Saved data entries
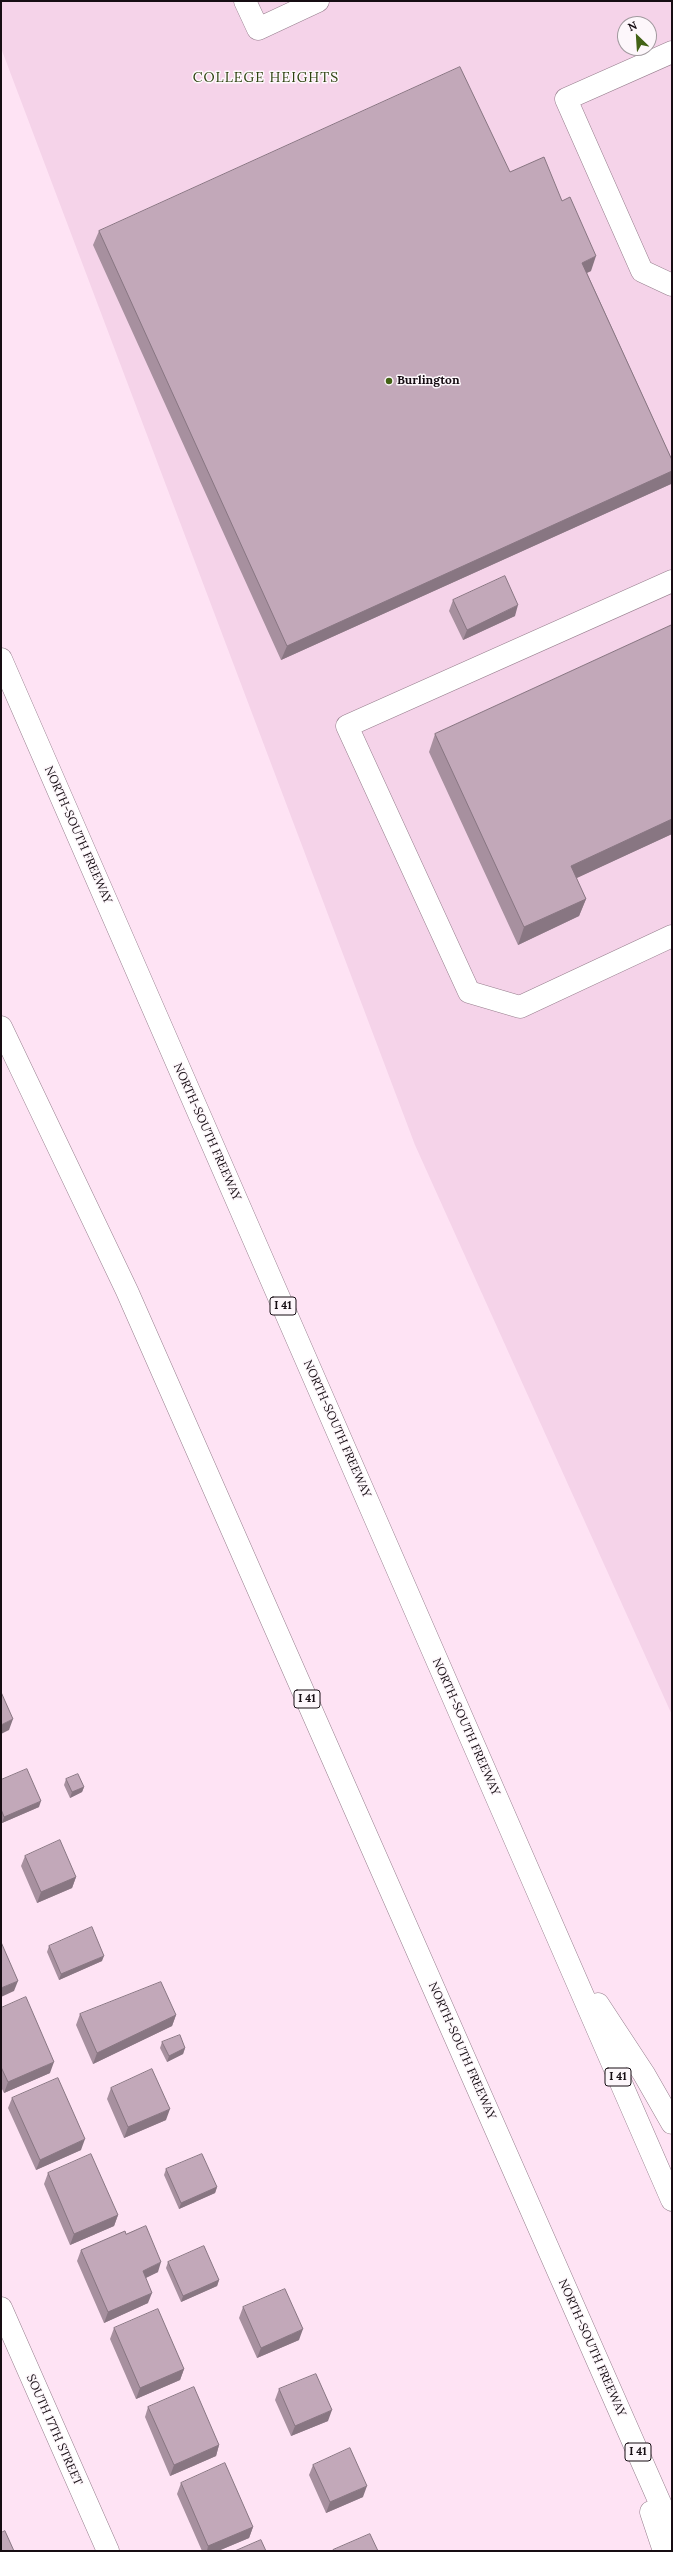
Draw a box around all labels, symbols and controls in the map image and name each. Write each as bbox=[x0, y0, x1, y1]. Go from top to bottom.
north arrow bbox=[617, 16, 657, 56]
text: N bbox=[626, 18, 639, 34]
district label: COLLEGE HEIGHTS bbox=[193, 70, 339, 86]
place label: Burlington bbox=[397, 374, 460, 388]
marker: Burlington bbox=[384, 376, 394, 386]
street label: NORTH-SOUTH FREEWAY bbox=[41, 764, 115, 906]
street label: NORTH-SOUTH FREEWAY bbox=[170, 1061, 244, 1203]
road number: I 41 bbox=[270, 1297, 296, 1315]
street label: NORTH-SOUTH FREEWAY bbox=[300, 1358, 374, 1500]
street label: NORTH-SOUTH FREEWAY bbox=[429, 1656, 503, 1798]
road number: I 41 bbox=[294, 1690, 320, 1708]
street label: NORTH-SOUTH FREEWAY bbox=[425, 1980, 499, 2122]
road number: I 41 bbox=[605, 2068, 631, 2086]
street label: NORTH-SOUTH FREEWAY bbox=[555, 2277, 629, 2419]
street label: SOUTH 17TH STREET bbox=[23, 2372, 85, 2488]
road number: I 41 bbox=[625, 2443, 651, 2461]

Your goal:
The entries are to be written out in full and exactly, apart from the pictures.

The answer:
Draw a box around all labels, symbols and controls in the map image and name each. Write each as bbox=[x0, y0, x1, y1]. Go from top to bottom.
north arrow bbox=[617, 16, 657, 56]
text: N bbox=[626, 18, 639, 34]
district label: COLLEGE HEIGHTS bbox=[193, 70, 339, 86]
place label: Burlington bbox=[397, 374, 460, 388]
marker: Burlington bbox=[384, 376, 394, 386]
street label: NORTH-SOUTH FREEWAY bbox=[41, 764, 115, 906]
street label: NORTH-SOUTH FREEWAY bbox=[170, 1061, 244, 1203]
road number: I 41 bbox=[270, 1297, 296, 1315]
street label: NORTH-SOUTH FREEWAY bbox=[300, 1358, 374, 1500]
street label: NORTH-SOUTH FREEWAY bbox=[429, 1656, 503, 1798]
road number: I 41 bbox=[294, 1690, 320, 1708]
street label: NORTH-SOUTH FREEWAY bbox=[425, 1980, 499, 2122]
road number: I 41 bbox=[605, 2068, 631, 2086]
street label: NORTH-SOUTH FREEWAY bbox=[555, 2277, 629, 2419]
street label: SOUTH 17TH STREET bbox=[23, 2372, 85, 2488]
road number: I 41 bbox=[625, 2443, 651, 2461]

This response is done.